John Clare is my favourite of the Romantic poets. When I read his nature poems, I feel that he writes as part of his beloved landscape around Helpston; he is too close, too involved, to take the role of mere observer. When the land enclosures came to his locale, they had a profound effect on his mental health and, when he talks of ‘green and more green hedges’ in his poem ‘Spring’, he is lamenting the loss of the open spaces that are now being fenced and hedged then turned over to pasture and crops. He consoles himself with the knowledge that it is still Spring and, no matter what, Spring will always come.
My favourite of all his poems, however, is ‘Winter Evening’. It feels extremely cosy, about a time of day when all the work is done, the animals have been fed, and, my favourite line, ‘whistling home to bed go weary boys’. I often have this poem in mind when writing about the countryside, or about dark, cold evenings.

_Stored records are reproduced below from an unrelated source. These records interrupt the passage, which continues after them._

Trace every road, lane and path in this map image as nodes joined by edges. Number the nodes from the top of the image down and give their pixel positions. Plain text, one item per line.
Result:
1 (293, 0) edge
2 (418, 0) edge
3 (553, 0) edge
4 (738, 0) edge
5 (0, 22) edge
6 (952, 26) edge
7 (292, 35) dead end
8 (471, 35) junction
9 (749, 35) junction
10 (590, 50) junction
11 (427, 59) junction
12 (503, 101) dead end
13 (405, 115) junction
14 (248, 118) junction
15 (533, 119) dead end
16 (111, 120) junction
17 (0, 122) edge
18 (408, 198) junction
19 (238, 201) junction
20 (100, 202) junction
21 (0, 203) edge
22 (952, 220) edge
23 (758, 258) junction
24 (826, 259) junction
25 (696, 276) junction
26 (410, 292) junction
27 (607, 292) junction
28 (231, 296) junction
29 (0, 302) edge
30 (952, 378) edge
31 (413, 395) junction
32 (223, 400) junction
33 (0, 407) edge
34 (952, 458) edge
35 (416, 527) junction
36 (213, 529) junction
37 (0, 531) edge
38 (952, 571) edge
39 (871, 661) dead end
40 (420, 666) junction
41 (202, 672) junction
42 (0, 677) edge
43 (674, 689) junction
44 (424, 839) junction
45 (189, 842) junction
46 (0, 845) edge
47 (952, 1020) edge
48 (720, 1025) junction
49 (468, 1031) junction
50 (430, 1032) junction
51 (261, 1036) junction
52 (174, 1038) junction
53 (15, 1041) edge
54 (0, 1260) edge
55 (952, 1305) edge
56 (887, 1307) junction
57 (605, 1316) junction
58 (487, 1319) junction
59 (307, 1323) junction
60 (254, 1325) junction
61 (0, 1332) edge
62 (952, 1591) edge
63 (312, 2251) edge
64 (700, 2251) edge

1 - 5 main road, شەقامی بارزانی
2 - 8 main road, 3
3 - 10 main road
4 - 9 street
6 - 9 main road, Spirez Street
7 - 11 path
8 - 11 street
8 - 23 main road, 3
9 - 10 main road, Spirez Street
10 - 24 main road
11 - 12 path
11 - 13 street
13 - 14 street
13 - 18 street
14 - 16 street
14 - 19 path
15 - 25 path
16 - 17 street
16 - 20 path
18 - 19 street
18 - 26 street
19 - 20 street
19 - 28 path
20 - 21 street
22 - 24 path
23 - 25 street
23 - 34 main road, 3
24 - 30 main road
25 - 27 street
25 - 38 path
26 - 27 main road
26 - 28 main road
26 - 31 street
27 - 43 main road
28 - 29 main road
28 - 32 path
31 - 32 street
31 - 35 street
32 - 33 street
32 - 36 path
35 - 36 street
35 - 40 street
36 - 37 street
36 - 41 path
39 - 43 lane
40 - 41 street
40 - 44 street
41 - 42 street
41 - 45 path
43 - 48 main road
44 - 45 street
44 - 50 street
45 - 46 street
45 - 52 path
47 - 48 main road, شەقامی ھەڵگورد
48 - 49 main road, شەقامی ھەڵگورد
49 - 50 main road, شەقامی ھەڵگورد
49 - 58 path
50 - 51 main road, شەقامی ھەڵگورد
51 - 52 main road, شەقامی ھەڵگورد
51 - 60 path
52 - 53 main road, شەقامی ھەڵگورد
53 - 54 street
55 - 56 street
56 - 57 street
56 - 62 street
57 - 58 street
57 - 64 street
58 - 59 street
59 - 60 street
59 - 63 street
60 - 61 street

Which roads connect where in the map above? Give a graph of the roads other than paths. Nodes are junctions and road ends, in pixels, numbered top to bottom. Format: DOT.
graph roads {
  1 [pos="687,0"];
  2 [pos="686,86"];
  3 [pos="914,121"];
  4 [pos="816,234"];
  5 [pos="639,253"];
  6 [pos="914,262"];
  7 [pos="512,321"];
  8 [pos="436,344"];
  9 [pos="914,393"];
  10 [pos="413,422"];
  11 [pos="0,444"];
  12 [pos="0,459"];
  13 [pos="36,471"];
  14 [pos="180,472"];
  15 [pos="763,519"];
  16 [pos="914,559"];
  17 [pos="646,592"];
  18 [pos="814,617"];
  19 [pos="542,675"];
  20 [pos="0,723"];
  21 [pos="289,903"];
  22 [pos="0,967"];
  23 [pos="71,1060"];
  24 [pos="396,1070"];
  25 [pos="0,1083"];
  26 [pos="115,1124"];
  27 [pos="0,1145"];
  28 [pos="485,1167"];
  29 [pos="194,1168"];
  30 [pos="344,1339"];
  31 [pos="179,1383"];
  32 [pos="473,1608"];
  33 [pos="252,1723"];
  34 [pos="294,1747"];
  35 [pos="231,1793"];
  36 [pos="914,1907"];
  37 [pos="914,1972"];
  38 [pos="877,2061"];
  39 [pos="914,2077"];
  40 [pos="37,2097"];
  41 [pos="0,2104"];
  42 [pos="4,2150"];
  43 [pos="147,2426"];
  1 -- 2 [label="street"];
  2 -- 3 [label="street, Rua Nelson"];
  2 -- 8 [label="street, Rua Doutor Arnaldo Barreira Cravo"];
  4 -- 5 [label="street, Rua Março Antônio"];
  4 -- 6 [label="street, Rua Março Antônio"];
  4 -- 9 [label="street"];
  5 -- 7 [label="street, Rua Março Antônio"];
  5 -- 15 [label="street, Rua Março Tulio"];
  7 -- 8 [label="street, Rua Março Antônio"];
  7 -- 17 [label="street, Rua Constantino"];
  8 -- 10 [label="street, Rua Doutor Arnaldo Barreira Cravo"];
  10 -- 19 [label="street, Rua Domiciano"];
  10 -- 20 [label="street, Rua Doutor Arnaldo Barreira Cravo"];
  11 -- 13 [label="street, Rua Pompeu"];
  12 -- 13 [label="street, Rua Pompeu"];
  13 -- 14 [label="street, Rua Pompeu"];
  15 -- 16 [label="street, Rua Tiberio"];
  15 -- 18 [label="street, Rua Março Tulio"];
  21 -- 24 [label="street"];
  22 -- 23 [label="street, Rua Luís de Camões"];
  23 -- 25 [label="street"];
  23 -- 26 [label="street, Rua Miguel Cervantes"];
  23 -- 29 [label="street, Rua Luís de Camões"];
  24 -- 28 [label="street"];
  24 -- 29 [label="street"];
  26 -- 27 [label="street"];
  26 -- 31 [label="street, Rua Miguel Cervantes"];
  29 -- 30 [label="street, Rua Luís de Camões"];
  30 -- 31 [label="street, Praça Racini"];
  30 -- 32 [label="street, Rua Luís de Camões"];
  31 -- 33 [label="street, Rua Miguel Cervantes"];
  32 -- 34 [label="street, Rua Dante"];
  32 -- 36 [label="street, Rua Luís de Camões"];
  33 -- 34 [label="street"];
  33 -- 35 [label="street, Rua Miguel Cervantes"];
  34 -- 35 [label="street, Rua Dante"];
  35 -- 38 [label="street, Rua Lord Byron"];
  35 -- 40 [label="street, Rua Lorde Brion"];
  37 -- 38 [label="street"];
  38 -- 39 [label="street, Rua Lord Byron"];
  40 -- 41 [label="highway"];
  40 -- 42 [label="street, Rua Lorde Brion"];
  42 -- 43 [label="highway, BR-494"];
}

The crib stock fothered, horses suppered up,
And cows in sheds all littered down in straw,
The threshers gone, the owls are left to whoop,
The ducks go waddling with distended craw
Through little hole made in the hen-roost door,
And geese with idle gabble never o`er
Bait careless hog until he tumbles down,
Insult provoking spite to noise the more;
While fowl high-perched blink with contemptuous frown
On all the noise and bother heard below;
Over the stable-ridge in crowds,the crow,
With jackdaws intermixed, known by their noise,
To the warm woods behind the village go;
And whistling home for bed go weary boys.